I am one of the co-leads on the value capture innovation on the agency side. I am far from an expert in highway beautification, but I will say generally it is in part to raise revenue for highway improvements and other things. However, federal statutes and regulations [Indiscernible - low volume] provide that they must promote safety and efficient highways. And advertising in the right-of-way just creates a distraction. For safety and operations and it is generally prohibited. You know, it is very context specific. If there is the ability to advertise within federal right-of-way. I would say that if you had a specific question you could reach out to one of our experts [Indiscernible - low volume] might be able to help you out. I will put their names and email in the chat box and you will have them. But Joi is absolutely correct. The highway beautification act is a significant piece that affects the ability to advertise in highway right-of-way .
Thank you. Great, any other questions, please put them in the chat. I will ask one more question of Sam and then we have to move on. I think it is very interesting that you point out, if I understand correctly, that for the general corporate sponsorships, they tend to be nationally known companies. GEICO and State Farm. But for the 511, you are able to leverage local companies. I think that is an interesting contrast. The naming rights, my impression is that is really local companies, like salesforce, in that city or region.
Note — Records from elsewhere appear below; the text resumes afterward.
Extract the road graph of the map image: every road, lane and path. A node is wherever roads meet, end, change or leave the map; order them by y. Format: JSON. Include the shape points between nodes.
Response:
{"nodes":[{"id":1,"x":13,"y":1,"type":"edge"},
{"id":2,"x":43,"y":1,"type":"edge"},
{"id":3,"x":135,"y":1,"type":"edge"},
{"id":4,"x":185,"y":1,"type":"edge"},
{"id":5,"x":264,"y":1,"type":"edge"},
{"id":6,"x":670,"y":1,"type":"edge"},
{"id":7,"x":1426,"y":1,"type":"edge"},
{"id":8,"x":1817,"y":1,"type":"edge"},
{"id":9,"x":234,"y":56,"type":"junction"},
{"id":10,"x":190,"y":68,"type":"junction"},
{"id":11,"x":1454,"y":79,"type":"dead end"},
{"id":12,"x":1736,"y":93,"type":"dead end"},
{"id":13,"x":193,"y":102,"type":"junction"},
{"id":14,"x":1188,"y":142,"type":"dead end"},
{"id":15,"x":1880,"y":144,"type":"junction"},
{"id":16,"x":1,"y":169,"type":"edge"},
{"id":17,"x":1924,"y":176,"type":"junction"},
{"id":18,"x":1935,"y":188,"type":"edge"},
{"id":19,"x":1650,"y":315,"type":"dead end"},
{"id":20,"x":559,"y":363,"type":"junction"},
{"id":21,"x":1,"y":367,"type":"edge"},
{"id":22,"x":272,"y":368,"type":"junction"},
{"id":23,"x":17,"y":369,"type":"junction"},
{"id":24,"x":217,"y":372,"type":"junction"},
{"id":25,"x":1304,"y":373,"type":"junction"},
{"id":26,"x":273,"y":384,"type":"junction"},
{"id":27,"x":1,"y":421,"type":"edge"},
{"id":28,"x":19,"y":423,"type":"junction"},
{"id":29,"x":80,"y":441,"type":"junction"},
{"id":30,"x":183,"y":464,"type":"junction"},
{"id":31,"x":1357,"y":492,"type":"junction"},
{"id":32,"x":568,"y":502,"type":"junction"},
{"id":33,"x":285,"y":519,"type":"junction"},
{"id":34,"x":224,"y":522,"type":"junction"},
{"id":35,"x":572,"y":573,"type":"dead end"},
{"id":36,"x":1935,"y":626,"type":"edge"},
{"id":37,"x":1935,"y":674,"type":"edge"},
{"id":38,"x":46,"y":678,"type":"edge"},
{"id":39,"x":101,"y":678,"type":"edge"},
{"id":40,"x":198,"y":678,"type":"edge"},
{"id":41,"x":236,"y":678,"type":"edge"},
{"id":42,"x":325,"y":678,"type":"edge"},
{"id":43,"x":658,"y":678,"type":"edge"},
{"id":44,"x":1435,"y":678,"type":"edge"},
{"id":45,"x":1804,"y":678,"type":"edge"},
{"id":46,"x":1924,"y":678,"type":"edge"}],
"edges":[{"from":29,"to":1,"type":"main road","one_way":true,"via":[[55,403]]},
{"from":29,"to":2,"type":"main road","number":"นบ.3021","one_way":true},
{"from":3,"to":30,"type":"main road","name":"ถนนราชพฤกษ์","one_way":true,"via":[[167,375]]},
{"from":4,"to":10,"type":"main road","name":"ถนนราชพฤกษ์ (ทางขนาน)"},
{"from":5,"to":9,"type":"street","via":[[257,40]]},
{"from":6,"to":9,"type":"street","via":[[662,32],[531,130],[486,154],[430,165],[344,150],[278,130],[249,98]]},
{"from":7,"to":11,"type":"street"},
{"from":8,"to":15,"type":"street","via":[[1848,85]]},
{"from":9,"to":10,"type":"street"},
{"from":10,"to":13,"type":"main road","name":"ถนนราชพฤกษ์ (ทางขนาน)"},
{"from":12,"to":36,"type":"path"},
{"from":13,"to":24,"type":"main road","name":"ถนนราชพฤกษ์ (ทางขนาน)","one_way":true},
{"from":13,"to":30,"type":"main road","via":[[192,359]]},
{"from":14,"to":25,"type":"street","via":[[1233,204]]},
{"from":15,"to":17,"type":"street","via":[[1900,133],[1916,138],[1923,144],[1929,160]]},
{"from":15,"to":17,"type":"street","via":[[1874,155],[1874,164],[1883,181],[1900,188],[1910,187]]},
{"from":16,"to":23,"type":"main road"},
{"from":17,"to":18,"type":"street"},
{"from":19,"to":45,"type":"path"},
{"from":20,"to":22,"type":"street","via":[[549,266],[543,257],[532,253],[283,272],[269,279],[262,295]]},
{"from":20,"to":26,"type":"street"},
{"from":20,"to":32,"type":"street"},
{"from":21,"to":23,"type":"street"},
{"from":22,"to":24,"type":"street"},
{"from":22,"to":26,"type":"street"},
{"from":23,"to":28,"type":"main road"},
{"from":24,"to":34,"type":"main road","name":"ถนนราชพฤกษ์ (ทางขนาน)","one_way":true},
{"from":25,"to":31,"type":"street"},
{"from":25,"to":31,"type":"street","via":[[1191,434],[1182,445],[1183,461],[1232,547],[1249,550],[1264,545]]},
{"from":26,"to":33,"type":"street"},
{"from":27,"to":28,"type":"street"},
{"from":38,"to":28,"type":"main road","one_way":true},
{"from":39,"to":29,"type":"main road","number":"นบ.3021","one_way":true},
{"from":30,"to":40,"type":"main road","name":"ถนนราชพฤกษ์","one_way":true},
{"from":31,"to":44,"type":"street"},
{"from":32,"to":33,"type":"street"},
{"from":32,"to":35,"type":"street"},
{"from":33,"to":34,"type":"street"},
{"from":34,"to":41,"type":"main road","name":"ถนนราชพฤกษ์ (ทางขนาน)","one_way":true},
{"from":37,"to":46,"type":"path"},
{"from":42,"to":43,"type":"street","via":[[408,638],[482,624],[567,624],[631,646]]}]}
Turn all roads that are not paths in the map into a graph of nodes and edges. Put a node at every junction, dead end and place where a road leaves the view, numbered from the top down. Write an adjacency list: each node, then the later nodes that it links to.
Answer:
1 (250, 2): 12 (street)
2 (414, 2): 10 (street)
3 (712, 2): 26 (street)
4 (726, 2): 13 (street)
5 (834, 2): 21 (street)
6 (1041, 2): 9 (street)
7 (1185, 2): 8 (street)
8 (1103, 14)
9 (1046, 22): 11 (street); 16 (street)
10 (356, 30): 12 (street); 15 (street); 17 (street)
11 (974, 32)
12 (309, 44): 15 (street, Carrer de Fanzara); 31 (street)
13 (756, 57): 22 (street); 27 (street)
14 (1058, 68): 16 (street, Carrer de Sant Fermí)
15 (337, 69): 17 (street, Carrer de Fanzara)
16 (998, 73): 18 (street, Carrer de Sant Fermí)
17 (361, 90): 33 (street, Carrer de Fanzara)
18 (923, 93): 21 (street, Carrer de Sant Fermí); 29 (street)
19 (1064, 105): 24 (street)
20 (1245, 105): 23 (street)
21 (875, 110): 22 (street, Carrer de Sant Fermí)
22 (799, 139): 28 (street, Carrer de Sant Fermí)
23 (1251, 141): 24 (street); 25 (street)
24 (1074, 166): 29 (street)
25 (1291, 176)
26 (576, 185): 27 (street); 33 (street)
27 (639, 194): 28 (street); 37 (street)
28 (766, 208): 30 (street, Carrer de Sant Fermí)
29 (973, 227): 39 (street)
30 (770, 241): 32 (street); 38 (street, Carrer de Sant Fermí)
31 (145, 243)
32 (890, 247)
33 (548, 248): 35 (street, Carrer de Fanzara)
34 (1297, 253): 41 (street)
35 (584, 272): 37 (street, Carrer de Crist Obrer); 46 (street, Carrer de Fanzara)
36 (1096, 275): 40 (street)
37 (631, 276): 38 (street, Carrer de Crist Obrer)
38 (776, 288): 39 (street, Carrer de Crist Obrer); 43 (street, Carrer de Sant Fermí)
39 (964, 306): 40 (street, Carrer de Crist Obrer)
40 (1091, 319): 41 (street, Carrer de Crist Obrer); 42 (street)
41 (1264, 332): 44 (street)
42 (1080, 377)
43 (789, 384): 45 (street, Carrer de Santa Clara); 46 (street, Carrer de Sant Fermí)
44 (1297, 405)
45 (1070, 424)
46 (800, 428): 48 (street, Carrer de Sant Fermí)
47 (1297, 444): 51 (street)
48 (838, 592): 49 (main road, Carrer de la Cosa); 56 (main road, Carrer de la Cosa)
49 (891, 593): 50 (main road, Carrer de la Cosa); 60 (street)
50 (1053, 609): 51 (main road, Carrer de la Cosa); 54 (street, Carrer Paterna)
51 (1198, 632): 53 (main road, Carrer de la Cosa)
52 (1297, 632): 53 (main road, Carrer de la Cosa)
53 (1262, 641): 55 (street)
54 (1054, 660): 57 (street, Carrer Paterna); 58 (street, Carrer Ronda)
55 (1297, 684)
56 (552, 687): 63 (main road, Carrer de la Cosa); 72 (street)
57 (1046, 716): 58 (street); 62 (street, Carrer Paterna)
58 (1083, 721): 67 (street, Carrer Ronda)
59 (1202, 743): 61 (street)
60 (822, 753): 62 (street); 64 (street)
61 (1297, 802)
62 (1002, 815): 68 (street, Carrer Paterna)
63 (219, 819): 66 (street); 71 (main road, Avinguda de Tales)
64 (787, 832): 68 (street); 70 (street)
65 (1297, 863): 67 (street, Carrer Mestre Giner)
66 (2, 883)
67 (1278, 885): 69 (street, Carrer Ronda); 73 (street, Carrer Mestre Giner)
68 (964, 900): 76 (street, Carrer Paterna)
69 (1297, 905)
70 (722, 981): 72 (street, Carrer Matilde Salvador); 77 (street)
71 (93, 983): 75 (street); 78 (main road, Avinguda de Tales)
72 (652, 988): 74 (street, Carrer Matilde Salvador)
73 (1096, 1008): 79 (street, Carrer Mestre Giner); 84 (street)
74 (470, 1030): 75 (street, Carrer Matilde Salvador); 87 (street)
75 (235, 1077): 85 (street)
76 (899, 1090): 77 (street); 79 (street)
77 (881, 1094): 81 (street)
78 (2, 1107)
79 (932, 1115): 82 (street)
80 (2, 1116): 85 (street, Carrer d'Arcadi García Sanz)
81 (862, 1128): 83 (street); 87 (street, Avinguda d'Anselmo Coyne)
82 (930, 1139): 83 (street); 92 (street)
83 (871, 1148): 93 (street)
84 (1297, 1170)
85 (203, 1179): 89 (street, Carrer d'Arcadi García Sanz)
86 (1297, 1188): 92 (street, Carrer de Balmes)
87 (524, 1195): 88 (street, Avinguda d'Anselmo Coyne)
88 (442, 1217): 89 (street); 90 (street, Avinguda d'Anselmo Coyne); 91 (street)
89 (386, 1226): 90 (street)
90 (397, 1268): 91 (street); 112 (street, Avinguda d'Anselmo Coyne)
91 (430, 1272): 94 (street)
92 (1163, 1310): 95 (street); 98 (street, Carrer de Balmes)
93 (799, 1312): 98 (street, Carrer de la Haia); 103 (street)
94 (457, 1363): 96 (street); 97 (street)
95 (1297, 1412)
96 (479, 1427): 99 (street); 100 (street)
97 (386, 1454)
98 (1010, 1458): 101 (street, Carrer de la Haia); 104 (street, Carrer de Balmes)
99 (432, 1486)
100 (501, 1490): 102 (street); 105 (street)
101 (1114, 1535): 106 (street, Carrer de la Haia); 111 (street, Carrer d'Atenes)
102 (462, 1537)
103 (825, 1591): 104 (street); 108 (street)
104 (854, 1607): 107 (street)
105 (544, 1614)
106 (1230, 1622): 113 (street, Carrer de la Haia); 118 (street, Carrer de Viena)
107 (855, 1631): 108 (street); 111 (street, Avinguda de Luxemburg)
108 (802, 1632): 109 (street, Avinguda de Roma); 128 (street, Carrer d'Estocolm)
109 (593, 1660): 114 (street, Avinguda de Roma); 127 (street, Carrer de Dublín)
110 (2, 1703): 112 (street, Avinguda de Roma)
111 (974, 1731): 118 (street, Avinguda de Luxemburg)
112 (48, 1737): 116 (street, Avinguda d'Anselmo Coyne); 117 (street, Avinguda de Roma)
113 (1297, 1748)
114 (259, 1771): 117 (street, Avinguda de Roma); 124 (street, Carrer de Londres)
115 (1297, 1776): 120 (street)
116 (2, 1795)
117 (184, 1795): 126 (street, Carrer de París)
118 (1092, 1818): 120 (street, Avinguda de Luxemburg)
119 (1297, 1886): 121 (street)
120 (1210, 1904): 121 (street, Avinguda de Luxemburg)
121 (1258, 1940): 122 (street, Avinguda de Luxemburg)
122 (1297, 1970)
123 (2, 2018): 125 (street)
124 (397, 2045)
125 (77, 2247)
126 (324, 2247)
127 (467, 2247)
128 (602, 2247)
Is that a fair way to characterize this or are there exceptions to that?
I would think Salesforce is doing that for national attention, as well. Or statewide attention. I will let Mark speak more on that, but they are choosing to do that in that location. Generally, I guess the point on many of the models that I have shown, they are interested in taking the asset for the whole state. They're not looking geographically. They sell their products to most anybody in the state, generally. So, they like the fact they can own it and be known for it. 511 is a little different. That is almost all about proximity. Where is the sign in relation to my business? So, it is a little bit different aspect. The larger and first programs I covered, the brands want to be associated directly with that service. Safety service patrols, rest areas. 511, it seems they want to remind people we are just up ahead. There is a Starbucks, a Wendy's. A reminder. I think that is how they are using it. Oftentimes small businesses taking advantage. It is affordable to them. That is the only way a small business can afford to be right on the highway. All of what I have shown you are right on the shoulder. Billboards are hundreds of yards away. The signs can be right there. So for a small business, $1800 a year, they can have their logo a mile or half a mile from the business that has pretty good value opportunity.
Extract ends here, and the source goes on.